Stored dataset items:
Content starts

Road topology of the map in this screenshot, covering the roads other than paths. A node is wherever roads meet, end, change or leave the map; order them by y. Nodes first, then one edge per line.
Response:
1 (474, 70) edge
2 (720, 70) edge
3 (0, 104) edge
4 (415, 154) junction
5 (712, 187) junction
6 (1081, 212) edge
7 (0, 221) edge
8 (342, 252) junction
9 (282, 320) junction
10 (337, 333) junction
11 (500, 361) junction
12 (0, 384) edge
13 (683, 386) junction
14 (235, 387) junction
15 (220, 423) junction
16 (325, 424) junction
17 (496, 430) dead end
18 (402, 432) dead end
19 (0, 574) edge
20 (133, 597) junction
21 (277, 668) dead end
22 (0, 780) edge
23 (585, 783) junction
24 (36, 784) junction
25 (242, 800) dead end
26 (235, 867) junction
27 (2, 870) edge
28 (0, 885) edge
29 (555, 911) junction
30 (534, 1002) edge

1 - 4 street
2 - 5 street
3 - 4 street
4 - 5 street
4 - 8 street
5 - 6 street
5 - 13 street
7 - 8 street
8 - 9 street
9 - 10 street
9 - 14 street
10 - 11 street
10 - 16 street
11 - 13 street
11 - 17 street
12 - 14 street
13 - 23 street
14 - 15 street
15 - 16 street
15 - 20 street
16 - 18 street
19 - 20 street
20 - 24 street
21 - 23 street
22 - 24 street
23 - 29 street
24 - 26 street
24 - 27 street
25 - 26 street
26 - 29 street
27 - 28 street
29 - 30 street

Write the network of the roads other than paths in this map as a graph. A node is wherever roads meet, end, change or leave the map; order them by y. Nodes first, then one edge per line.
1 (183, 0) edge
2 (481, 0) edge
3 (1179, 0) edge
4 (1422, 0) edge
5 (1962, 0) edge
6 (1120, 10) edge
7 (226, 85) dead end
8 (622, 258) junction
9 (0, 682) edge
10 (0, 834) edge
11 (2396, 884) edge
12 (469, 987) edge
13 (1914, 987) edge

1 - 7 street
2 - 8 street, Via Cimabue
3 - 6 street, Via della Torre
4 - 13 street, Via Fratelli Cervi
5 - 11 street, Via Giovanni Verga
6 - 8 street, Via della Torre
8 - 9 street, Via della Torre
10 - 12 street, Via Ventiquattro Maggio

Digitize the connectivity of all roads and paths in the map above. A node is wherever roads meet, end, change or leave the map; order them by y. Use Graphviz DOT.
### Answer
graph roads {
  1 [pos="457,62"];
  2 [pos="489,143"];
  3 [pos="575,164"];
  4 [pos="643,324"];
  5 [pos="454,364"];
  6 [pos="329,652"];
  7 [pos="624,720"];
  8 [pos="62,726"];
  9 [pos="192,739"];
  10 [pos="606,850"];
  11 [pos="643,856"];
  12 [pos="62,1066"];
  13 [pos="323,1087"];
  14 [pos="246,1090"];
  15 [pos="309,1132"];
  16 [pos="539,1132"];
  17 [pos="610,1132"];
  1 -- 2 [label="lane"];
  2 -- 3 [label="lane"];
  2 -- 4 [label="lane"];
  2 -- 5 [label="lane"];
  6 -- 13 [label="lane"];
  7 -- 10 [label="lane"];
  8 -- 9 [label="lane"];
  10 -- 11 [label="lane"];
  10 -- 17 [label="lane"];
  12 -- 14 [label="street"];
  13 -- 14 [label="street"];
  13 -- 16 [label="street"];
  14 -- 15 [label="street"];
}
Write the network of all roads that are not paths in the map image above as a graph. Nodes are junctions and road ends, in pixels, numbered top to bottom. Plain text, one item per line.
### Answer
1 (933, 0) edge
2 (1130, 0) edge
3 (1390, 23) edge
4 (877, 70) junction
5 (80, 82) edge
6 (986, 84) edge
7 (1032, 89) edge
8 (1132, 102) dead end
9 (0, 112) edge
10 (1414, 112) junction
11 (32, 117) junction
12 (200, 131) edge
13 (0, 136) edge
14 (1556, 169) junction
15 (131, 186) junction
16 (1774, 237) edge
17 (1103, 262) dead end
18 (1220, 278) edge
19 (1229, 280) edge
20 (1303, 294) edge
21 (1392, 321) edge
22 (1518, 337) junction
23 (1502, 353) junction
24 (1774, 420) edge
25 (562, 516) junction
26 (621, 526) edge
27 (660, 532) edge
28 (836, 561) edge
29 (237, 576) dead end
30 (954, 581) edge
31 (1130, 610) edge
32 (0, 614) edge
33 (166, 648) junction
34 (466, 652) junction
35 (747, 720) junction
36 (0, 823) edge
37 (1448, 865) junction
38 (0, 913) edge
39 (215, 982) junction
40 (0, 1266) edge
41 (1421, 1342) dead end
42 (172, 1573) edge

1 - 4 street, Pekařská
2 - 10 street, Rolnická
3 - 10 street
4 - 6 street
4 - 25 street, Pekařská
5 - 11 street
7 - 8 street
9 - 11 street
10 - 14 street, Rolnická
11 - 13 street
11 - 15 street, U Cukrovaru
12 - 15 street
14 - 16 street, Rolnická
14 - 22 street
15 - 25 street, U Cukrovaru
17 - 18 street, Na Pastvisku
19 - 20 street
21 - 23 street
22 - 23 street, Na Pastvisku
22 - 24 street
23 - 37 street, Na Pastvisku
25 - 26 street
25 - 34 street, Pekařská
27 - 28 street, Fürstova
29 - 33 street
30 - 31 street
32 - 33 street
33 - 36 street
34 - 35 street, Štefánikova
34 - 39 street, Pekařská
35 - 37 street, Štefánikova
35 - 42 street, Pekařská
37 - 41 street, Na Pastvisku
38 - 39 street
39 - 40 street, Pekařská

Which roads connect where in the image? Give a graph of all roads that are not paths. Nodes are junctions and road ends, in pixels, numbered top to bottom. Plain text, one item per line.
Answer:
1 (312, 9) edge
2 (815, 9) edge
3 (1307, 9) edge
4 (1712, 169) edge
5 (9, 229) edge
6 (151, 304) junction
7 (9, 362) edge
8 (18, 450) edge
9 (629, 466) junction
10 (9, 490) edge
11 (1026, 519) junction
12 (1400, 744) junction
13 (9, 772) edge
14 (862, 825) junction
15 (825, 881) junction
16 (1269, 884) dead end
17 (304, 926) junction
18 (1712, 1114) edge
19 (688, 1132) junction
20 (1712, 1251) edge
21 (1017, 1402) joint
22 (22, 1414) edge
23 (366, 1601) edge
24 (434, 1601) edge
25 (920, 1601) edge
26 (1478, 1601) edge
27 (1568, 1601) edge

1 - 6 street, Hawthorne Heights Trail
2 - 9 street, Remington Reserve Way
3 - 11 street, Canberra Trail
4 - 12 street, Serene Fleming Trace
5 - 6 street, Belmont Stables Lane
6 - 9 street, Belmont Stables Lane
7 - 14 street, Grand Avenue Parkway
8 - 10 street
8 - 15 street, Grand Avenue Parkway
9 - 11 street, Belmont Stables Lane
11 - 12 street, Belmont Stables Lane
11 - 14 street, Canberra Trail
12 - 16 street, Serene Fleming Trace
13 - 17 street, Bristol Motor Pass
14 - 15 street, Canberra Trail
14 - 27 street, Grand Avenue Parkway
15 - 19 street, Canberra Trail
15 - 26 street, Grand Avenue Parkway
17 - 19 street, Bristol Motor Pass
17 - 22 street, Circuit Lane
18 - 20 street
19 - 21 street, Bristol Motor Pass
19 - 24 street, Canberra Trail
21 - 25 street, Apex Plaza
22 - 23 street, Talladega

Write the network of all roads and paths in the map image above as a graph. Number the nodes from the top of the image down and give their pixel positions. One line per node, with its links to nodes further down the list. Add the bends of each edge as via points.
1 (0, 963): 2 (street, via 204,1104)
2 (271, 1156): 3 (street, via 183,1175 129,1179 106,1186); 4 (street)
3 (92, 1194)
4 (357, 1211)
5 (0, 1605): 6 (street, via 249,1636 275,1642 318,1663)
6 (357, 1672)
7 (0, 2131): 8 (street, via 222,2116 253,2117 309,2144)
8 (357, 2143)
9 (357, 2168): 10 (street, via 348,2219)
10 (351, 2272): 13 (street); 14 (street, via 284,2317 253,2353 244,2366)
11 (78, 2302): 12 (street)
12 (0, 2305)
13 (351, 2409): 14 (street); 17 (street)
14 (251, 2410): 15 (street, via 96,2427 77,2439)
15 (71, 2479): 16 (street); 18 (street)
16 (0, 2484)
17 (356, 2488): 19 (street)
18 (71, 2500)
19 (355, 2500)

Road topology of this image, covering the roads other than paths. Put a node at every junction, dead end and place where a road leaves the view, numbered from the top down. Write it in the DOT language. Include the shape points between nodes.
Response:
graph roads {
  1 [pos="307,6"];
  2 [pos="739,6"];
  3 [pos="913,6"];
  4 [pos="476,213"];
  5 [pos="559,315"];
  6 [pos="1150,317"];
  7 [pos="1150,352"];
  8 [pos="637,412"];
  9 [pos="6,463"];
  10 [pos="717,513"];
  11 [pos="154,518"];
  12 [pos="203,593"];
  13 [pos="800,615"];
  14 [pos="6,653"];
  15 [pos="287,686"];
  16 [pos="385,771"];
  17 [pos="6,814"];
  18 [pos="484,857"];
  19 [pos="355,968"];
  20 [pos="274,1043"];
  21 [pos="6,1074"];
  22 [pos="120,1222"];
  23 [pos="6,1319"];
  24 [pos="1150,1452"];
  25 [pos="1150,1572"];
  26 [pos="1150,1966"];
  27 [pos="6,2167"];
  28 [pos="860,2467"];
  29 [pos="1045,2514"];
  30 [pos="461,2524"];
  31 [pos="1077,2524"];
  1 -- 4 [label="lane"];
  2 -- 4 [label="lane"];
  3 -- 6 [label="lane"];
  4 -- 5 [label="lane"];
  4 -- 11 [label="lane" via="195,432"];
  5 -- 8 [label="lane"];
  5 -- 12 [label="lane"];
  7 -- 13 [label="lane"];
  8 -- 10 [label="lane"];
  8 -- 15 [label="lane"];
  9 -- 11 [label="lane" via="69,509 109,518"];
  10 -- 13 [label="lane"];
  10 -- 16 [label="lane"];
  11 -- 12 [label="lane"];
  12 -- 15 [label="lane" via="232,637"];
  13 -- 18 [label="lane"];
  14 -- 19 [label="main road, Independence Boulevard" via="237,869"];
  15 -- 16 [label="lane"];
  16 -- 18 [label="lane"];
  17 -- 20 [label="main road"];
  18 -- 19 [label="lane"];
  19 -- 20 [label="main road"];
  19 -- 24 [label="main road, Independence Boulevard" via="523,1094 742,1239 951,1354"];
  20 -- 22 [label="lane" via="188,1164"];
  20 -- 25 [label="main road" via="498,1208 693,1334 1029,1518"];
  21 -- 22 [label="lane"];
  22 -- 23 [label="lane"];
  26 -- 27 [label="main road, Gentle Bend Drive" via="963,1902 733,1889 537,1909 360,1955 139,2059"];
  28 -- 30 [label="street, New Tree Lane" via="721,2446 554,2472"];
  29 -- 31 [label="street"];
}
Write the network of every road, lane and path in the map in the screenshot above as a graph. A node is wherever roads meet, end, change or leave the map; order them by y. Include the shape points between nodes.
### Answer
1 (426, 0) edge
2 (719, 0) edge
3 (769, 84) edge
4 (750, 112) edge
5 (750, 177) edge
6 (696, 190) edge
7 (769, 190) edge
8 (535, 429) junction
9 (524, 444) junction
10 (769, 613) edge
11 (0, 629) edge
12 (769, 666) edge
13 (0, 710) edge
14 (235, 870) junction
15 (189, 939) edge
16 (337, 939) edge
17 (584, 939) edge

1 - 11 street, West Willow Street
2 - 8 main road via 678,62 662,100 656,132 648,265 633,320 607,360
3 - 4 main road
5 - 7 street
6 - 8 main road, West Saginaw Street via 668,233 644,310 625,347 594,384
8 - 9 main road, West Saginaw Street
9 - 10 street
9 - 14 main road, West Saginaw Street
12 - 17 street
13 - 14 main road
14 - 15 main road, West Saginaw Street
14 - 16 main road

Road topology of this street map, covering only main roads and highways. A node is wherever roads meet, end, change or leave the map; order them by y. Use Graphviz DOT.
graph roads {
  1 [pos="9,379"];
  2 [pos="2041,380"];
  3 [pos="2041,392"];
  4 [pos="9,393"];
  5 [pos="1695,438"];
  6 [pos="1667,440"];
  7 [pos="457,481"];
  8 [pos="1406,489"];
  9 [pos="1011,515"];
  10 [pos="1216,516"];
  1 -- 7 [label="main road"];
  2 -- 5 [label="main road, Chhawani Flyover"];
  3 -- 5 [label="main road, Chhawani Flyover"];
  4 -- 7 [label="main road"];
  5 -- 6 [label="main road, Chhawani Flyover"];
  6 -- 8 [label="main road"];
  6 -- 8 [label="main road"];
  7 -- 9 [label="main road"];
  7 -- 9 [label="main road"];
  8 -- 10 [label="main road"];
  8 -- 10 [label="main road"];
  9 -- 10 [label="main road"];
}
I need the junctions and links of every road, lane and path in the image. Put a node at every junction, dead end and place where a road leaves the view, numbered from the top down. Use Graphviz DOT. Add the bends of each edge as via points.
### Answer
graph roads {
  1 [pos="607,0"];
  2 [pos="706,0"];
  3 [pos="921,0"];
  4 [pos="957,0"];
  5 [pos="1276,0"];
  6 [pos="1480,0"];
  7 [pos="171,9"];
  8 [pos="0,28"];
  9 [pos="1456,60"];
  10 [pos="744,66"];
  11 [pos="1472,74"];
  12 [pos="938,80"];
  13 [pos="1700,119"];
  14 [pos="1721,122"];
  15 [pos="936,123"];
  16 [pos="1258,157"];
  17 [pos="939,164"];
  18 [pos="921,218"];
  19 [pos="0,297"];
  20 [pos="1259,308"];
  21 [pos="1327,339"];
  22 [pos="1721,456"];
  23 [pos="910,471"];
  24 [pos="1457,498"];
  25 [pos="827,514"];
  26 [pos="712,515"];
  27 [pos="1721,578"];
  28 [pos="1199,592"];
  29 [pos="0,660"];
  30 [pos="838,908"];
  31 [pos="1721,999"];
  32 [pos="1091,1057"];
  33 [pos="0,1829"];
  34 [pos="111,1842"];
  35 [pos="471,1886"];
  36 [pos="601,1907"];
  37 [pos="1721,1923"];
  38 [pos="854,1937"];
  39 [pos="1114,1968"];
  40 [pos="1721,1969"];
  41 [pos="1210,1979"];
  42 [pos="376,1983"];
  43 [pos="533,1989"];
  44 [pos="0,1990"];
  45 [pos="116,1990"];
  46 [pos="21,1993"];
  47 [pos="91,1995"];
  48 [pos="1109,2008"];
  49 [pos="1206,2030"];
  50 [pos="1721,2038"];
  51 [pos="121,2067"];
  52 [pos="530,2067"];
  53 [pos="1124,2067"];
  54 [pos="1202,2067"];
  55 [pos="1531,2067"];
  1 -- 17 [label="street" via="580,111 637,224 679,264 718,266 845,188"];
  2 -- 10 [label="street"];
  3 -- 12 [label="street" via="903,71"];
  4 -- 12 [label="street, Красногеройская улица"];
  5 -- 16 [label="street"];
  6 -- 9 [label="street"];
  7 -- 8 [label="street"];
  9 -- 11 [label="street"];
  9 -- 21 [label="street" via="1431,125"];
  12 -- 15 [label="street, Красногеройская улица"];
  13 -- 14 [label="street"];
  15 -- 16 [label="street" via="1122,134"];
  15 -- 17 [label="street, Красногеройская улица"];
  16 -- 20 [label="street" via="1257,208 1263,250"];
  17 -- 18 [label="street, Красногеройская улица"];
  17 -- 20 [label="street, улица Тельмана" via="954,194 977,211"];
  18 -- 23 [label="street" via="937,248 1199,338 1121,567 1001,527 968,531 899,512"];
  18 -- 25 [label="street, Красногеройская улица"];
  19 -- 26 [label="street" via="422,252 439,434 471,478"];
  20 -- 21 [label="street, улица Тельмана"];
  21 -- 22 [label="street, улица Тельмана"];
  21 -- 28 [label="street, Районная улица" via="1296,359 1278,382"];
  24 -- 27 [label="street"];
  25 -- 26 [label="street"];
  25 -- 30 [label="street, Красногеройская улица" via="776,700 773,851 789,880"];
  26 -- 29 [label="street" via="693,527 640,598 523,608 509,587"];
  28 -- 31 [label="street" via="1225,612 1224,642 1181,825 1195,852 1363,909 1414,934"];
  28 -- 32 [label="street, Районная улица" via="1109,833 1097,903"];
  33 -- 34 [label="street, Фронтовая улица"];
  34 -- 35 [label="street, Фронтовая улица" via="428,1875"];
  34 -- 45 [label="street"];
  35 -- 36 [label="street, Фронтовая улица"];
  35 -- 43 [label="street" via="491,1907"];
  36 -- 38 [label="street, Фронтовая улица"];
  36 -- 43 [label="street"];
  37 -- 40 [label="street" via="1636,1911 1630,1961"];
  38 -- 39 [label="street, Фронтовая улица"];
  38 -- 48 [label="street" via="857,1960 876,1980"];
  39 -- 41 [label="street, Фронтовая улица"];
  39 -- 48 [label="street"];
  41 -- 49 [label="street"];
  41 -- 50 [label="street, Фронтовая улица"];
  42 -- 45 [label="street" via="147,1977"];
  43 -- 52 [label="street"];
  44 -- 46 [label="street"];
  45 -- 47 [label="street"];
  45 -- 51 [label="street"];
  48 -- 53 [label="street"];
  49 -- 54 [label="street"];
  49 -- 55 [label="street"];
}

Content ends

Exercise
After going through the entries, say how many lines contain the string "Boulevard". Nothing else belongs in the reply.

Answer for this exercise
2